- [WHAT IS BEING ASKED]: What is the number of lines in this data that contain the word "street"? Give the number alone.

- [INFORMATION]:
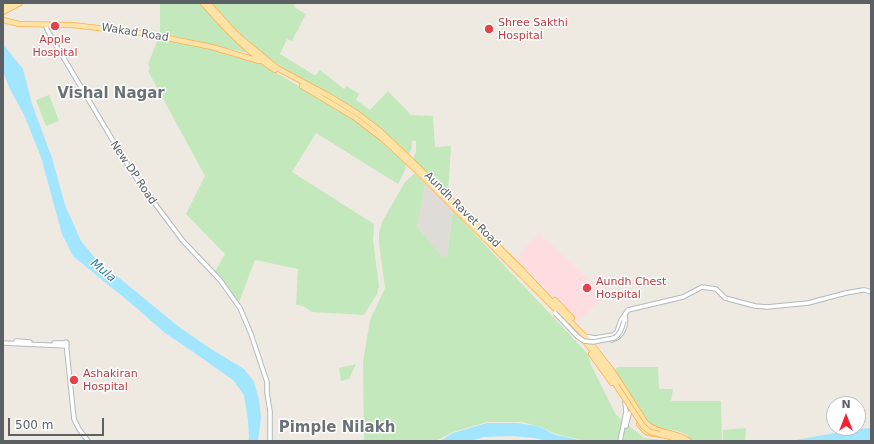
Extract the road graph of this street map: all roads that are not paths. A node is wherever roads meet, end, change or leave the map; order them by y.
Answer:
1 (12, 3) edge
2 (20, 3) edge
3 (206, 4) edge
4 (4, 10) edge
5 (4, 19) edge
6 (44, 24) junction
7 (213, 46) junction
8 (252, 55) junction
9 (265, 64) junction
10 (278, 67) dead end
11 (310, 85) junction
12 (871, 292) edge
13 (548, 303) junction
14 (625, 315) junction
15 (587, 338) junction
16 (599, 339) dead end
17 (3, 342) edge
18 (592, 348) junction
19 (597, 359) dead end
20 (615, 384) junction
21 (625, 390) junction
22 (630, 411) junction
23 (641, 417) junction
24 (667, 436) junction
25 (87, 441) edge
26 (270, 441) edge
27 (621, 441) edge
28 (684, 441) edge
29 (689, 441) edge

1 - 4 main road
2 - 4 main road
3 - 8 main road, Aundh Ravet Road
3 - 11 main road, Aundh Ravet Road
4 - 5 main road
5 - 6 main road, Wakad Road
6 - 7 main road, Wakad Road
6 - 9 main road, Wakad Road
6 - 26 main road, New DP Road
7 - 8 main road
7 - 8 main road
8 - 9 main road, Aundh Ravet Road
9 - 13 main road, Aundh Ravet Road
10 - 11 main road
11 - 15 main road, Aundh Ravet Road
12 - 14 main road
13 - 14 main road, bridge
13 - 18 main road, Aundh Ravet Road
14 - 15 main road
14 - 16 main road
14 - 18 main road
15 - 18 main road, Aundh Ravet Road
17 - 25 main road
18 - 20 main road, Aundh Ravet Road
18 - 20 main road
18 - 21 main road, Aundh Ravet Road
19 - 20 main road
20 - 22 main road
20 - 24 main road, bridge
21 - 22 main road
21 - 23 main road, Aundh Ravet Road
22 - 23 main road
22 - 24 main road
22 - 27 main road
23 - 29 main road, Aundh Ravet Road
24 - 28 main road

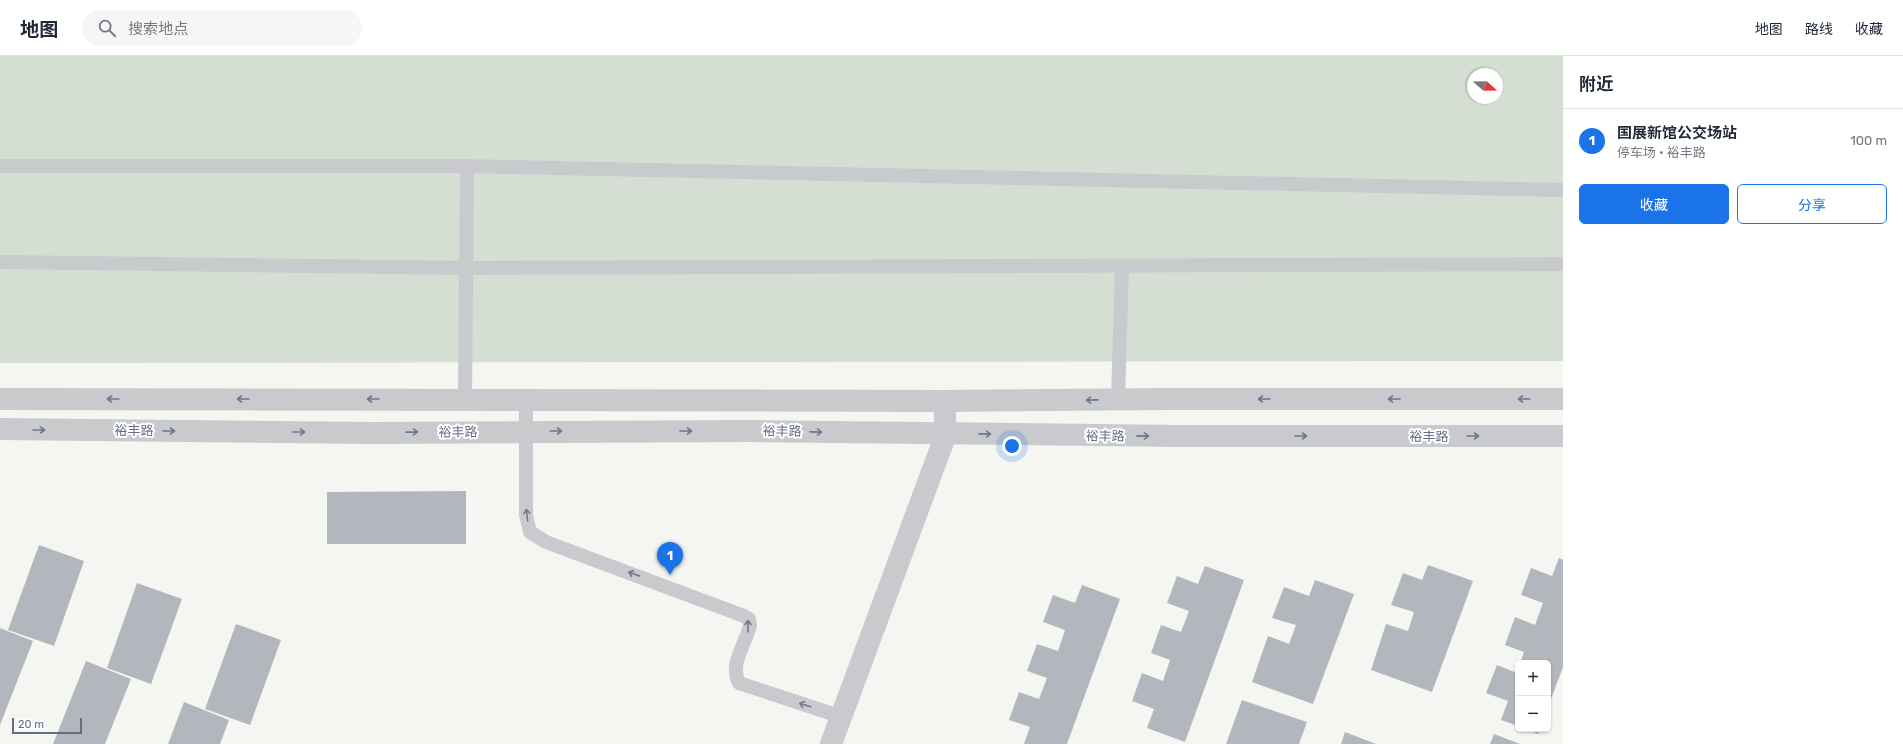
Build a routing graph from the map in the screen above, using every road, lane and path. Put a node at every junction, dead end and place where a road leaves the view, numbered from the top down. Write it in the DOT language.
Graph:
graph roads {
  1 [pos="0,166"];
  2 [pos="467,166"];
  3 [pos="1563,190"];
  4 [pos="0,262"];
  5 [pos="1563,264"];
  6 [pos="1122,266"];
  7 [pos="466,268"];
  8 [pos="0,399"];
  9 [pos="1563,399"];
  10 [pos="465,400"];
  11 [pos="526,400"];
  12 [pos="1118,400"];
  13 [pos="944,401"];
  14 [pos="0,429"];
  15 [pos="526,431"];
  16 [pos="946,434"];
  17 [pos="1563,436"];
  18 [pos="842,717"];
  19 [pos="831,744"];
  1 -- 2 [label="lane"];
  2 -- 3 [label="lane"];
  2 -- 7 [label="lane"];
  4 -- 7 [label="lane"];
  5 -- 6 [label="lane"];
  6 -- 7 [label="lane"];
  6 -- 12 [label="lane"];
  7 -- 10 [label="lane"];
  10 -- 8 [label="street, one-way"];
  9 -- 12 [label="street, one-way"];
  10 -- 11 [label="street"];
  11 -- 13 [label="street"];
  11 -- 15 [label="lane"];
  12 -- 13 [label="street, one-way"];
  13 -- 16 [label="street"];
  14 -- 15 [label="street, 裕丰路, one-way"];
  15 -- 16 [label="street, 裕丰路, one-way"];
  18 -- 15 [label="lane, one-way"];
  16 -- 17 [label="street, 裕丰路, one-way"];
  16 -- 18 [label="street"];
  18 -- 19 [label="street"];
}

- [SOLUTION TO THE EXERCISE]: 12